5 expert tips – Woodard's Herren offers secrets to show, sell outdoor furniture – MIGE office furniture

5 expert tips – Woodard's Herren offers secrets to show, sell outdoor furniture – MIGE office furniture

|August 12, 2018 | News

Lavender shoes with yellow soles and a lavender shirt announce Bill Herren’s comfort with color and arresting migeof presentation.

Despite his obvious flair, however, Herren, an industrial engineer by training, was hired 31 years ago to redo Whitecraft’s customer service department.

Then the company’s showroom designer quit, and Herren’s search for a replacement failed. All the designers he interviewed lacked the fundamentals of good showroom design: “They don’t know us, or our customers or our furniture,” Herren recalled telling his boss.
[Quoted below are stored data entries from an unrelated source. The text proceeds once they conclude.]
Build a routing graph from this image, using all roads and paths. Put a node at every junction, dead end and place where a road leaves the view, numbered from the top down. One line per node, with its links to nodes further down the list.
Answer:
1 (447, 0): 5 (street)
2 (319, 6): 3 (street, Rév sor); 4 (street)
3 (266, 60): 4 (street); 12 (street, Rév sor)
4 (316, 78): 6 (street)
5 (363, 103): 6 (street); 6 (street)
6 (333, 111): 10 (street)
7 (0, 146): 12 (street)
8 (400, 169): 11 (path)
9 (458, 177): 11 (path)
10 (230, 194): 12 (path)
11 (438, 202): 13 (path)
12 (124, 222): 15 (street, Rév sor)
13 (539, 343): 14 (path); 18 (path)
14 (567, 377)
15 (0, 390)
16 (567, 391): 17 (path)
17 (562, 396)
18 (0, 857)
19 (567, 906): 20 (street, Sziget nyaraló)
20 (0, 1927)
So Herren began designing showrooms 16 years ago, and when Woodard Furniture bought Whitecraft in 2012, Herren became the company’s creative director.

Merchandising done well builds clientele and boosts sales, which is why Herren spends much of his time visiting Woodard’s retailers.

He often starts with showing the retailer how to display outdoor product to grab customer’s attention.

“I’ll do a whole sofa in some wild fabrics for two reasons,” Herren said. “To make sure everybody stops and looks at it, and so that dealers don’t get scared to show something like that.

“Because if the dealers have the right salespeople, they can put some of the more unusual stuff on their floor, knowing that their salespeople are able to explain to customers, “This isn’t the only way you can get this. You can order this with any of 500 different fabrics’.

“If they can do that, then they have a chance to show a little bit more color and life on their floors than … beige.”

Applying the showroom concept used with indoor furniture also helps, Herren said, because customers need to see more than just a few choices.

“If you’re only showing two sets or three sets, then the customer might say, “Well, I don’t like those’, and they’ll turn around and walk out,” Herren said. “It’s not giving them an opportunity to pick something that they like.”

But with floor space at a premium. retailers need to select styles they know will appeal to their customers and “put it with the right finish and the right fabric that will show well in their store, Herren said.

The next step is to accessorize each grouping completely. “I love throw pillows,” he said. “It’s a less expensive way of dressing up something” or adding color to a neutral upholstery.

“A set table always looks so much nicer than an empty rectangular empty space,” he said, and a rug defines the whole ensemble and “makes you look at just that set right there, like it’s in its own little box.”

If a retailer has a grouping set up and accessorized correctly, Herren said, “the customer’s not only going to buy that furniture, they’re going to buy everything around that furniture so they can duplicate it at home.”

Keeping the showroom tidy is a must, but also a challenge because customers will sit in a group of furniture, handle the accessories, rearrange the throw pillows, leave their water bottles and walk to the next group, Herren said.

The entire store will soon be in disarray if a retailer doesn’t have someone continuously tidying up. “Hopefully you have customers coming in throughout the day,” Herren said, “so it’s not an end-of-the-day kind of thing.”

Floating furniture doesn’t sell as well, Herren has concluded. Woodard makes iron, aluminum and woven collections, and at one point displayed those groups separately.

Customers may enter the store and “in their minds are saying, “I only want iron furniture,” and if they didn’t like that iron group, they might just turn around and walk out.”

But if they see something they hadn’t thought of before, such as a woven group as they’re walking through, “they might say “let me see how that feels.”

This is where the eye-popping accessorizing can help. For a customer to even consider buying furniture, “it has to look good,” Herren said. “Then it has to sit good. If you have those, then the price appeal is not that big a deal anymore.”

All this can fail, however, if the sales staff isn’t properly trained.

“Unless you’re knowledgeable about outdoor furniture, how do you explain to someone that they’re going to pay $2,000 more for something that’s going to sit outside, as opposed to the sofa that’s going to be inside that they’re going to sit on everyday?” Herren posed.

Retailers need staff who can explain to customers the quality, the warranties, the durability that come with the price tag.

And who can deliver the one thing that should go without saying, Herren added: “China training furnitures manufacturer Customers are not going to buy from anybody, be it store or online, who doesn’t give them the service they should get.”